AVAILABLE RECORDS:

== Segment start ==

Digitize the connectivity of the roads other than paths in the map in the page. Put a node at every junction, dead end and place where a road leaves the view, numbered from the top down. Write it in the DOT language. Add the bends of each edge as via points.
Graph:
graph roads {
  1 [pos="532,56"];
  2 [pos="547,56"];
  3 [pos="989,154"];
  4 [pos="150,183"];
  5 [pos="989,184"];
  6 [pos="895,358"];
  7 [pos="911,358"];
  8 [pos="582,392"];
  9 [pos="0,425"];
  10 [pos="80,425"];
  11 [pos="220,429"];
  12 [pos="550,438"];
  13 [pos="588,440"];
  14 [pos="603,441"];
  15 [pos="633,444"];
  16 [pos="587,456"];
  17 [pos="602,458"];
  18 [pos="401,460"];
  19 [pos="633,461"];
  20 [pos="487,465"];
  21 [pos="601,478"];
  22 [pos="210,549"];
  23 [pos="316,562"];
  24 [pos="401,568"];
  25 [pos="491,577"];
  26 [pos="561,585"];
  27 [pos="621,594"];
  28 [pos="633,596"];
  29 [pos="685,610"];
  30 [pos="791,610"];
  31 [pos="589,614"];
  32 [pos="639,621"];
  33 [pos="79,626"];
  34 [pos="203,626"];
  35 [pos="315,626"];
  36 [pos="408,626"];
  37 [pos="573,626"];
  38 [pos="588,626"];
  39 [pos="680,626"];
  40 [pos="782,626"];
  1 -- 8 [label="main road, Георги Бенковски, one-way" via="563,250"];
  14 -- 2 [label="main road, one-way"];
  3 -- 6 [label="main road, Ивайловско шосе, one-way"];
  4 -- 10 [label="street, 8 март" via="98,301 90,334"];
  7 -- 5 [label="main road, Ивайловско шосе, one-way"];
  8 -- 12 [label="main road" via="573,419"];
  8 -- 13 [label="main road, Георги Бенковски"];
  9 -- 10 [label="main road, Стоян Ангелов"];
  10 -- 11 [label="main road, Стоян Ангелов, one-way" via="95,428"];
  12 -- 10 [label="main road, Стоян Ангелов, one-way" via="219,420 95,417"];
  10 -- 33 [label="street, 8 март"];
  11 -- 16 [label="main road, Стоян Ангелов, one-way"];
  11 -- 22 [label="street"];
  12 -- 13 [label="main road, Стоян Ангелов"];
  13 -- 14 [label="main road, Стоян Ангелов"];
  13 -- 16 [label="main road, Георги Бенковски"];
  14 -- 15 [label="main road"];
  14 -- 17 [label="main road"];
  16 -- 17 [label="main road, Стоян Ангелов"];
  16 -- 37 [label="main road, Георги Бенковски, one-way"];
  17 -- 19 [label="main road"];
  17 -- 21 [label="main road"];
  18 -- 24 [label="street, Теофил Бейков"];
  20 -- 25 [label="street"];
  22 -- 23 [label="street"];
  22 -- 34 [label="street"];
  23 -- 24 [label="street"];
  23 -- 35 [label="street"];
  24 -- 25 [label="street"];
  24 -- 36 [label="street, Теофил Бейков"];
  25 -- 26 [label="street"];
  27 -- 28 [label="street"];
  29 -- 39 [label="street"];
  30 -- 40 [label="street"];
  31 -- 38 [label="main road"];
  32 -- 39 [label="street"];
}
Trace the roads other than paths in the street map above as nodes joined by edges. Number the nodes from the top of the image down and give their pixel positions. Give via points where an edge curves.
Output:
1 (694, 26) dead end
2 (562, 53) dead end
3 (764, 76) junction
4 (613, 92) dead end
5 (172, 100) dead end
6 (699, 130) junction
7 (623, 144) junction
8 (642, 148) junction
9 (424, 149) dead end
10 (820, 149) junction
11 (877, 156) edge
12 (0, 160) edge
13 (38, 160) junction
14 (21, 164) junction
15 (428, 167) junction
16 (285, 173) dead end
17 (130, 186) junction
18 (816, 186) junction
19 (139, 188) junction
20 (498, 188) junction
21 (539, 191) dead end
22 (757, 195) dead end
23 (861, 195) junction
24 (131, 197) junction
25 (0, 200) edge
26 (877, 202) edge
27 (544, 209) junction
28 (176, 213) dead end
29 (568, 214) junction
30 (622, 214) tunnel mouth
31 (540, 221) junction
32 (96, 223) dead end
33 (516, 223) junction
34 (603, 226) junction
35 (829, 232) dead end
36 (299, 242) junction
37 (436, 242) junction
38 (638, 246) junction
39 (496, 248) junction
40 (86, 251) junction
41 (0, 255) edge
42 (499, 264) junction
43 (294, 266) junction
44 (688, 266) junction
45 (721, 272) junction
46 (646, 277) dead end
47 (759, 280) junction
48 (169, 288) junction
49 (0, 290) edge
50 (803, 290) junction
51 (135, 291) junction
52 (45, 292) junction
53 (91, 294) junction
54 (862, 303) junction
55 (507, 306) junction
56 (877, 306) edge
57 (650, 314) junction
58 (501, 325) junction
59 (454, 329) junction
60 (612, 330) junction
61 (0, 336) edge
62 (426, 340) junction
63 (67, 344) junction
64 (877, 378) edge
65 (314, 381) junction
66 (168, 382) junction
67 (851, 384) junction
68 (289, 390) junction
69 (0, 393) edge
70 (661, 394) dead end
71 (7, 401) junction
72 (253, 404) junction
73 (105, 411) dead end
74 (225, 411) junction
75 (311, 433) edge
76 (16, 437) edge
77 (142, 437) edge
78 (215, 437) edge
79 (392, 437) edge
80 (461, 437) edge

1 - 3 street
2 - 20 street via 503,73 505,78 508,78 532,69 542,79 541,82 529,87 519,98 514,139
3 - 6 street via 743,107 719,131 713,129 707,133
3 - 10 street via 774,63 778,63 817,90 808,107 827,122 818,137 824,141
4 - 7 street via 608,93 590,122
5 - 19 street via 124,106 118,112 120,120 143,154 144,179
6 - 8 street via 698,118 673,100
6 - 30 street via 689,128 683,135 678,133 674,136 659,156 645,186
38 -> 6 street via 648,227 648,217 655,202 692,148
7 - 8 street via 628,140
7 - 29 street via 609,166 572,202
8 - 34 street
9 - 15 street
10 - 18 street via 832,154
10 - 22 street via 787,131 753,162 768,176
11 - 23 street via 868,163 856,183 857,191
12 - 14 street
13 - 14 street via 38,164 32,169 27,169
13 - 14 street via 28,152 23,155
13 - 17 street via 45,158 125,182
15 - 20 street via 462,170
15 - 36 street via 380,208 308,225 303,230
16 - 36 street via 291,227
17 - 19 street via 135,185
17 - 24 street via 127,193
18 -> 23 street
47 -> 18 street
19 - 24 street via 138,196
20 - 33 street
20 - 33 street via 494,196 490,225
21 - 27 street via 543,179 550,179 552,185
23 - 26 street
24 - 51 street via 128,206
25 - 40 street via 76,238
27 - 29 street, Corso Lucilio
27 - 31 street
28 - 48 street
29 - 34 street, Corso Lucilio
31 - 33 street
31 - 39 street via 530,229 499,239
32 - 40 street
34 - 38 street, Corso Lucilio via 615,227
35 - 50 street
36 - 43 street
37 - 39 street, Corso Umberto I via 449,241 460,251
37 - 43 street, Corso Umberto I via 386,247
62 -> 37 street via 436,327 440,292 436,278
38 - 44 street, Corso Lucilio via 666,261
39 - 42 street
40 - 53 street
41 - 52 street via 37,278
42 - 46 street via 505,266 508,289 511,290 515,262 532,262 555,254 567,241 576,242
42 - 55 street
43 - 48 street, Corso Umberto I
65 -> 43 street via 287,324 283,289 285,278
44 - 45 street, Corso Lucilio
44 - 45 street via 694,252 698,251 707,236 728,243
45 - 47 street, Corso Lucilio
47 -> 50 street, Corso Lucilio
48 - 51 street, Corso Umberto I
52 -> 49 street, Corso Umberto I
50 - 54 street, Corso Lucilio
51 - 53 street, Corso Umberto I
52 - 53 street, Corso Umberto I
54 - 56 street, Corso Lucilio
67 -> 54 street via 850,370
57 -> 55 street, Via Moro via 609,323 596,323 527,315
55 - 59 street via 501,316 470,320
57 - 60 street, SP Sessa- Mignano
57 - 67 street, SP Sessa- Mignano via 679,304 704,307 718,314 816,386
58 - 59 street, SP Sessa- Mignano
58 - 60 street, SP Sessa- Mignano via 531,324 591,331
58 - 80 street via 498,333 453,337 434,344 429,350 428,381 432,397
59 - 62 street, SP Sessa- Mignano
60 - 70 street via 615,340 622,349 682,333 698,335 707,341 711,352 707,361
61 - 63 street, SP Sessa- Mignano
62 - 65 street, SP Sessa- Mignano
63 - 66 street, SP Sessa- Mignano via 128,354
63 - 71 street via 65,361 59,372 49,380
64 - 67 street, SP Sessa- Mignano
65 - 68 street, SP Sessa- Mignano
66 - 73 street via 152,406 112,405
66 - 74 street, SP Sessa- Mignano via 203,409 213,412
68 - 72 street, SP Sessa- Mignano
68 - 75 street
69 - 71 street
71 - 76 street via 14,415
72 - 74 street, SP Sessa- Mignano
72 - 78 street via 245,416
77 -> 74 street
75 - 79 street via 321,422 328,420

== Segment end ==

WHAT YOU SHOULD DO: For the string "Бейков", give the number of lines in the records that contain it and nothing besides.

SOLUTION TO THIS EXERCISE: 2